Collected data:
━━━━━━

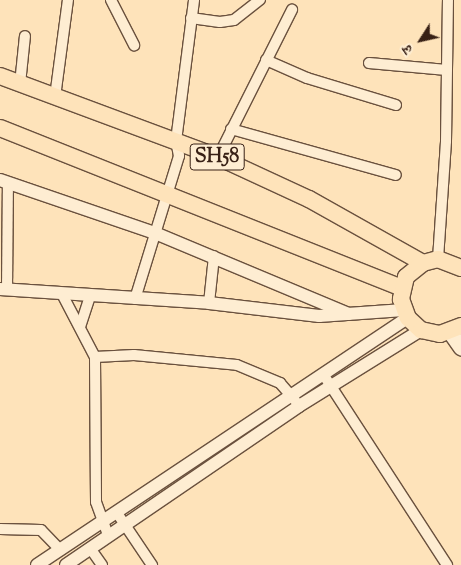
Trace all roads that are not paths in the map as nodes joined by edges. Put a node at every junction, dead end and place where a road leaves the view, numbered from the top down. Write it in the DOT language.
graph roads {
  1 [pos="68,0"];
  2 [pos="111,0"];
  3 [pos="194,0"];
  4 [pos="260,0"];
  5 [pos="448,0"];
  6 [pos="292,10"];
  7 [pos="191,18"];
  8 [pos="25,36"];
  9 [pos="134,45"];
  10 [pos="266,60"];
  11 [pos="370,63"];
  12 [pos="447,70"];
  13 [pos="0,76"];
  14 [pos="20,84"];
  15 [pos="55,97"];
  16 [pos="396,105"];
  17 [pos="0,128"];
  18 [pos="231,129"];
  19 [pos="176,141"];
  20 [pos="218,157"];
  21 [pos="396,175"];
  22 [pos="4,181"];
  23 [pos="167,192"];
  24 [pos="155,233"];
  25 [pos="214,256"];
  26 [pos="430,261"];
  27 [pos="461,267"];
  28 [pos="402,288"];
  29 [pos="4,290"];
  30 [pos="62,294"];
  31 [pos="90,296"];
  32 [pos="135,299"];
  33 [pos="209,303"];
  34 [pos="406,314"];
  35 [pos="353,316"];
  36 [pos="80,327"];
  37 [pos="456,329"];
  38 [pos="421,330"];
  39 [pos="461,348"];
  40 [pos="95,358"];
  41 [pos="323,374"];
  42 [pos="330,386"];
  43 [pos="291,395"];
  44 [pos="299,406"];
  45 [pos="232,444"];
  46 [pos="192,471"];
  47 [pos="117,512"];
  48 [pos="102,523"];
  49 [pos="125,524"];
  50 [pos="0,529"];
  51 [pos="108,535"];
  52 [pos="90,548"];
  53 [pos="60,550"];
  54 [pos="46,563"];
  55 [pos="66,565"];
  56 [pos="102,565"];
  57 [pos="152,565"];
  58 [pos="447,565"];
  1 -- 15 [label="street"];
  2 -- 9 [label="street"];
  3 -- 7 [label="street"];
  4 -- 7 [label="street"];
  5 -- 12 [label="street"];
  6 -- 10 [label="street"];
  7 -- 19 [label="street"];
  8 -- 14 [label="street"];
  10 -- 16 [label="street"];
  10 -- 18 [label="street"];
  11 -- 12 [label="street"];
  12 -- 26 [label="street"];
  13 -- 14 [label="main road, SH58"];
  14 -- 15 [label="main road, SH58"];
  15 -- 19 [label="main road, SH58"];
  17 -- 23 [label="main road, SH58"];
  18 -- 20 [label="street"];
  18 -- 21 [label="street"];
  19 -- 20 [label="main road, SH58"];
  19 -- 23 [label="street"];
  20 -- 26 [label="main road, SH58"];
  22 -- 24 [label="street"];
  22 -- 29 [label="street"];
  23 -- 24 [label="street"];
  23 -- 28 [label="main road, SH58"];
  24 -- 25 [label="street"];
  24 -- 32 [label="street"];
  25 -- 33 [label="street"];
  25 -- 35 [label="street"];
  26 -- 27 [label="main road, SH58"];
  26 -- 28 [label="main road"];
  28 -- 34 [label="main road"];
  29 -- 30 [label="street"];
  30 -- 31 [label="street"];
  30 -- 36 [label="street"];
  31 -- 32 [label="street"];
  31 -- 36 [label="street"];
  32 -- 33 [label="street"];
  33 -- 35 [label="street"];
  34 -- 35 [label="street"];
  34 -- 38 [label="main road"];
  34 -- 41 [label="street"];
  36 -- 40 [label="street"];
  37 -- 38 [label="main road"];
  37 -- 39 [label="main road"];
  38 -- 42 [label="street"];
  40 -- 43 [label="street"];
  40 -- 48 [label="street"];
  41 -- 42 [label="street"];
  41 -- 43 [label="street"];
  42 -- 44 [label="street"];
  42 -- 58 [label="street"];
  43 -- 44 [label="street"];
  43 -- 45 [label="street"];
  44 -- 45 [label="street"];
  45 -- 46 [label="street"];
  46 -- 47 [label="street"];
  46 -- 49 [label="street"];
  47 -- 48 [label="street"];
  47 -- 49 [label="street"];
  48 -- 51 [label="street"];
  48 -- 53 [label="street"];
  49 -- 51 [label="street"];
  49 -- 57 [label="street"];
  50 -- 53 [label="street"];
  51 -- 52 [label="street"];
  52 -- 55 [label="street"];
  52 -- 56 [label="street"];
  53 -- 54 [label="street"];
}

━━━━━━

Task details: Would you retype the entries above in full, exactly as written, minus the pictures?

Exercise answer:
Trace all roads that are not paths in the map as nodes joined by edges. Put a node at every junction, dead end and place where a road leaves the view, numbered from the top down. Write it in the DOT language.
graph roads {
  1 [pos="68,0"];
  2 [pos="111,0"];
  3 [pos="194,0"];
  4 [pos="260,0"];
  5 [pos="448,0"];
  6 [pos="292,10"];
  7 [pos="191,18"];
  8 [pos="25,36"];
  9 [pos="134,45"];
  10 [pos="266,60"];
  11 [pos="370,63"];
  12 [pos="447,70"];
  13 [pos="0,76"];
  14 [pos="20,84"];
  15 [pos="55,97"];
  16 [pos="396,105"];
  17 [pos="0,128"];
  18 [pos="231,129"];
  19 [pos="176,141"];
  20 [pos="218,157"];
  21 [pos="396,175"];
  22 [pos="4,181"];
  23 [pos="167,192"];
  24 [pos="155,233"];
  25 [pos="214,256"];
  26 [pos="430,261"];
  27 [pos="461,267"];
  28 [pos="402,288"];
  29 [pos="4,290"];
  30 [pos="62,294"];
  31 [pos="90,296"];
  32 [pos="135,299"];
  33 [pos="209,303"];
  34 [pos="406,314"];
  35 [pos="353,316"];
  36 [pos="80,327"];
  37 [pos="456,329"];
  38 [pos="421,330"];
  39 [pos="461,348"];
  40 [pos="95,358"];
  41 [pos="323,374"];
  42 [pos="330,386"];
  43 [pos="291,395"];
  44 [pos="299,406"];
  45 [pos="232,444"];
  46 [pos="192,471"];
  47 [pos="117,512"];
  48 [pos="102,523"];
  49 [pos="125,524"];
  50 [pos="0,529"];
  51 [pos="108,535"];
  52 [pos="90,548"];
  53 [pos="60,550"];
  54 [pos="46,563"];
  55 [pos="66,565"];
  56 [pos="102,565"];
  57 [pos="152,565"];
  58 [pos="447,565"];
  1 -- 15 [label="street"];
  2 -- 9 [label="street"];
  3 -- 7 [label="street"];
  4 -- 7 [label="street"];
  5 -- 12 [label="street"];
  6 -- 10 [label="street"];
  7 -- 19 [label="street"];
  8 -- 14 [label="street"];
  10 -- 16 [label="street"];
  10 -- 18 [label="street"];
  11 -- 12 [label="street"];
  12 -- 26 [label="street"];
  13 -- 14 [label="main road, SH58"];
  14 -- 15 [label="main road, SH58"];
  15 -- 19 [label="main road, SH58"];
  17 -- 23 [label="main road, SH58"];
  18 -- 20 [label="street"];
  18 -- 21 [label="street"];
  19 -- 20 [label="main road, SH58"];
  19 -- 23 [label="street"];
  20 -- 26 [label="main road, SH58"];
  22 -- 24 [label="street"];
  22 -- 29 [label="street"];
  23 -- 24 [label="street"];
  23 -- 28 [label="main road, SH58"];
  24 -- 25 [label="street"];
  24 -- 32 [label="street"];
  25 -- 33 [label="street"];
  25 -- 35 [label="street"];
  26 -- 27 [label="main road, SH58"];
  26 -- 28 [label="main road"];
  28 -- 34 [label="main road"];
  29 -- 30 [label="street"];
  30 -- 31 [label="street"];
  30 -- 36 [label="street"];
  31 -- 32 [label="street"];
  31 -- 36 [label="street"];
  32 -- 33 [label="street"];
  33 -- 35 [label="street"];
  34 -- 35 [label="street"];
  34 -- 38 [label="main road"];
  34 -- 41 [label="street"];
  36 -- 40 [label="street"];
  37 -- 38 [label="main road"];
  37 -- 39 [label="main road"];
  38 -- 42 [label="street"];
  40 -- 43 [label="street"];
  40 -- 48 [label="street"];
  41 -- 42 [label="street"];
  41 -- 43 [label="street"];
  42 -- 44 [label="street"];
  42 -- 58 [label="street"];
  43 -- 44 [label="street"];
  43 -- 45 [label="street"];
  44 -- 45 [label="street"];
  45 -- 46 [label="street"];
  46 -- 47 [label="street"];
  46 -- 49 [label="street"];
  47 -- 48 [label="street"];
  47 -- 49 [label="street"];
  48 -- 51 [label="street"];
  48 -- 53 [label="street"];
  49 -- 51 [label="street"];
  49 -- 57 [label="street"];
  50 -- 53 [label="street"];
  51 -- 52 [label="street"];
  52 -- 55 [label="street"];
  52 -- 56 [label="street"];
  53 -- 54 [label="street"];
}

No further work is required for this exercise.